▶ **What you have to do**
Top to bottom, give the entries again exactly as written.

*** Opening Data to examine ***

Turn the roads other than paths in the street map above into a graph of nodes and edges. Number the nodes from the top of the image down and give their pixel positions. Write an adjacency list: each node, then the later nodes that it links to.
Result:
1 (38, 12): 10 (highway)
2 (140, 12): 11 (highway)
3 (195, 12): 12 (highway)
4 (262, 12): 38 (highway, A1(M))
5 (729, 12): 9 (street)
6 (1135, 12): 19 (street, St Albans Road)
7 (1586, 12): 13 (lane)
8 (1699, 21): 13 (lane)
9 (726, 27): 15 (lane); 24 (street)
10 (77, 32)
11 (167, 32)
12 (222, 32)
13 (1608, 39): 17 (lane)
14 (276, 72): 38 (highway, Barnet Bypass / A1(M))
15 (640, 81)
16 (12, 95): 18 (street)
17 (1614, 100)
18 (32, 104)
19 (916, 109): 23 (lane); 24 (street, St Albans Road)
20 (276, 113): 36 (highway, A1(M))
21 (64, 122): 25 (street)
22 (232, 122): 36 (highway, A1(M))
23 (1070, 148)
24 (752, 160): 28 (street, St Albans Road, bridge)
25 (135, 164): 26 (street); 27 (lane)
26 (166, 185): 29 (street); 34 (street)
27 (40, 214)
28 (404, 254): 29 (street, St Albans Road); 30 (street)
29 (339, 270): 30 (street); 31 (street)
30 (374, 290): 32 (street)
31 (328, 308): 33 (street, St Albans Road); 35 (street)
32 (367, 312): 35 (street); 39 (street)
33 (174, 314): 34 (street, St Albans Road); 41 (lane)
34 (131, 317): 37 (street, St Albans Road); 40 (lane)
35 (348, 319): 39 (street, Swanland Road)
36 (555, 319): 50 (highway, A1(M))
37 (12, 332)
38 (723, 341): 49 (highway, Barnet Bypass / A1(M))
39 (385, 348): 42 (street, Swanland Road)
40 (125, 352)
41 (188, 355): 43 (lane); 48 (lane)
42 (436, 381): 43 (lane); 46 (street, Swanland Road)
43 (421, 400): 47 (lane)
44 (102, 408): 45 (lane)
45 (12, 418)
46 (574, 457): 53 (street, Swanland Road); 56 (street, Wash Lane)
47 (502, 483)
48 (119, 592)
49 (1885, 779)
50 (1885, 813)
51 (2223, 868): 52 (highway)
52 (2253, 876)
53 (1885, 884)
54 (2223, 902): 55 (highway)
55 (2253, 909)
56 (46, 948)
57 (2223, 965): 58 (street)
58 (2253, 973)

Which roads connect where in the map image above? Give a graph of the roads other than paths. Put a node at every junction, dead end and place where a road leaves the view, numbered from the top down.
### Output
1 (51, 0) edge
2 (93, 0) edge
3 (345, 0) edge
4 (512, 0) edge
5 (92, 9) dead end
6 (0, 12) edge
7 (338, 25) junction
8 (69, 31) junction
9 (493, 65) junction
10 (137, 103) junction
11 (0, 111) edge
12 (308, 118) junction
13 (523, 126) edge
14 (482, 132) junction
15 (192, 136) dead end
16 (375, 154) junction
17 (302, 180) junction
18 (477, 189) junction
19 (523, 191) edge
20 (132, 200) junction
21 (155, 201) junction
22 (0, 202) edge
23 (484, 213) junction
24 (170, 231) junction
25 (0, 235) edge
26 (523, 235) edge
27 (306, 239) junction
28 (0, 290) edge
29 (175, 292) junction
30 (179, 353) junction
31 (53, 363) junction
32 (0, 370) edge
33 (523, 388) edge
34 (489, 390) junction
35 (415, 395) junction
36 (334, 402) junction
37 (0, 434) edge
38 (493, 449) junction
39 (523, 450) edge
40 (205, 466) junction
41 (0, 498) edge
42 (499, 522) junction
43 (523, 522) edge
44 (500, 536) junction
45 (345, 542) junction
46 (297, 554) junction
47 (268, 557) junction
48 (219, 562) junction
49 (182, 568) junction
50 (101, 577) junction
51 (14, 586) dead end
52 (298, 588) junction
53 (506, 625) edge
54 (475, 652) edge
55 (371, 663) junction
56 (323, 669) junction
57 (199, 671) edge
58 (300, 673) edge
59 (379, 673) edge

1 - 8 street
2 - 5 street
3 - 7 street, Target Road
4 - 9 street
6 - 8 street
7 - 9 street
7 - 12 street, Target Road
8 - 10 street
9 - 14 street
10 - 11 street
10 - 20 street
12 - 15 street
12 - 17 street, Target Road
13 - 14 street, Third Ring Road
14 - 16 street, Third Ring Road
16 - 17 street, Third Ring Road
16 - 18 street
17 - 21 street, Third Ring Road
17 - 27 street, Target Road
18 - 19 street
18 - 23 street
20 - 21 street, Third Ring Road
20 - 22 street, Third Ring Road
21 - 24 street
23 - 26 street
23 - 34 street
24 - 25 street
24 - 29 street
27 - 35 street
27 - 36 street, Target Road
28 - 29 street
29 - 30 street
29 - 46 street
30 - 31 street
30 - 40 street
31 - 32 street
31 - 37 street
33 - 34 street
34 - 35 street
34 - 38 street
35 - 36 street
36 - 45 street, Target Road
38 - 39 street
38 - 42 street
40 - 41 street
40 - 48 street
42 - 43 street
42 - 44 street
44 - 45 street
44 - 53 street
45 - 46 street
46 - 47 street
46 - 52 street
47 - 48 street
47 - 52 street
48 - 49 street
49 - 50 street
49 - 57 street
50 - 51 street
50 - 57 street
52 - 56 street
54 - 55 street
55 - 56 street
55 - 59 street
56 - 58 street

*** Closing Data to examine ***

▶ **Task response**
Turn the roads other than paths in the street map above into a graph of nodes and edges. Number the nodes from the top of the image down and give their pixel positions. Write an adjacency list: each node, then the later nodes that it links to.
Result:
1 (38, 12): 10 (highway)
2 (140, 12): 11 (highway)
3 (195, 12): 12 (highway)
4 (262, 12): 38 (highway, A1(M))
5 (729, 12): 9 (street)
6 (1135, 12): 19 (street, St Albans Road)
7 (1586, 12): 13 (lane)
8 (1699, 21): 13 (lane)
9 (726, 27): 15 (lane); 24 (street)
10 (77, 32)
11 (167, 32)
12 (222, 32)
13 (1608, 39): 17 (lane)
14 (276, 72): 38 (highway, Barnet Bypass / A1(M))
15 (640, 81)
16 (12, 95): 18 (street)
17 (1614, 100)
18 (32, 104)
19 (916, 109): 23 (lane); 24 (street, St Albans Road)
20 (276, 113): 36 (highway, A1(M))
21 (64, 122): 25 (street)
22 (232, 122): 36 (highway, A1(M))
23 (1070, 148)
24 (752, 160): 28 (street, St Albans Road, bridge)
25 (135, 164): 26 (street); 27 (lane)
26 (166, 185): 29 (street); 34 (street)
27 (40, 214)
28 (404, 254): 29 (street, St Albans Road); 30 (street)
29 (339, 270): 30 (street); 31 (street)
30 (374, 290): 32 (street)
31 (328, 308): 33 (street, St Albans Road); 35 (street)
32 (367, 312): 35 (street); 39 (street)
33 (174, 314): 34 (street, St Albans Road); 41 (lane)
34 (131, 317): 37 (street, St Albans Road); 40 (lane)
35 (348, 319): 39 (street, Swanland Road)
36 (555, 319): 50 (highway, A1(M))
37 (12, 332)
38 (723, 341): 49 (highway, Barnet Bypass / A1(M))
39 (385, 348): 42 (street, Swanland Road)
40 (125, 352)
41 (188, 355): 43 (lane); 48 (lane)
42 (436, 381): 43 (lane); 46 (street, Swanland Road)
43 (421, 400): 47 (lane)
44 (102, 408): 45 (lane)
45 (12, 418)
46 (574, 457): 53 (street, Swanland Road); 56 (street, Wash Lane)
47 (502, 483)
48 (119, 592)
49 (1885, 779)
50 (1885, 813)
51 (2223, 868): 52 (highway)
52 (2253, 876)
53 (1885, 884)
54 (2223, 902): 55 (highway)
55 (2253, 909)
56 (46, 948)
57 (2223, 965): 58 (street)
58 (2253, 973)

Which roads connect where in the map image above? Give a graph of the roads other than paths. Put a node at every junction, dead end and place where a road leaves the view, numbered from the top down.
### Output
1 (51, 0) edge
2 (93, 0) edge
3 (345, 0) edge
4 (512, 0) edge
5 (92, 9) dead end
6 (0, 12) edge
7 (338, 25) junction
8 (69, 31) junction
9 (493, 65) junction
10 (137, 103) junction
11 (0, 111) edge
12 (308, 118) junction
13 (523, 126) edge
14 (482, 132) junction
15 (192, 136) dead end
16 (375, 154) junction
17 (302, 180) junction
18 (477, 189) junction
19 (523, 191) edge
20 (132, 200) junction
21 (155, 201) junction
22 (0, 202) edge
23 (484, 213) junction
24 (170, 231) junction
25 (0, 235) edge
26 (523, 235) edge
27 (306, 239) junction
28 (0, 290) edge
29 (175, 292) junction
30 (179, 353) junction
31 (53, 363) junction
32 (0, 370) edge
33 (523, 388) edge
34 (489, 390) junction
35 (415, 395) junction
36 (334, 402) junction
37 (0, 434) edge
38 (493, 449) junction
39 (523, 450) edge
40 (205, 466) junction
41 (0, 498) edge
42 (499, 522) junction
43 (523, 522) edge
44 (500, 536) junction
45 (345, 542) junction
46 (297, 554) junction
47 (268, 557) junction
48 (219, 562) junction
49 (182, 568) junction
50 (101, 577) junction
51 (14, 586) dead end
52 (298, 588) junction
53 (506, 625) edge
54 (475, 652) edge
55 (371, 663) junction
56 (323, 669) junction
57 (199, 671) edge
58 (300, 673) edge
59 (379, 673) edge

1 - 8 street
2 - 5 street
3 - 7 street, Target Road
4 - 9 street
6 - 8 street
7 - 9 street
7 - 12 street, Target Road
8 - 10 street
9 - 14 street
10 - 11 street
10 - 20 street
12 - 15 street
12 - 17 street, Target Road
13 - 14 street, Third Ring Road
14 - 16 street, Third Ring Road
16 - 17 street, Third Ring Road
16 - 18 street
17 - 21 street, Third Ring Road
17 - 27 street, Target Road
18 - 19 street
18 - 23 street
20 - 21 street, Third Ring Road
20 - 22 street, Third Ring Road
21 - 24 street
23 - 26 street
23 - 34 street
24 - 25 street
24 - 29 street
27 - 35 street
27 - 36 street, Target Road
28 - 29 street
29 - 30 street
29 - 46 street
30 - 31 street
30 - 40 street
31 - 32 street
31 - 37 street
33 - 34 street
34 - 35 street
34 - 38 street
35 - 36 street
36 - 45 street, Target Road
38 - 39 street
38 - 42 street
40 - 41 street
40 - 48 street
42 - 43 street
42 - 44 street
44 - 45 street
44 - 53 street
45 - 46 street
46 - 47 street
46 - 52 street
47 - 48 street
47 - 52 street
48 - 49 street
49 - 50 street
49 - 57 street
50 - 51 street
50 - 57 street
52 - 56 street
54 - 55 street
55 - 56 street
55 - 59 street
56 - 58 street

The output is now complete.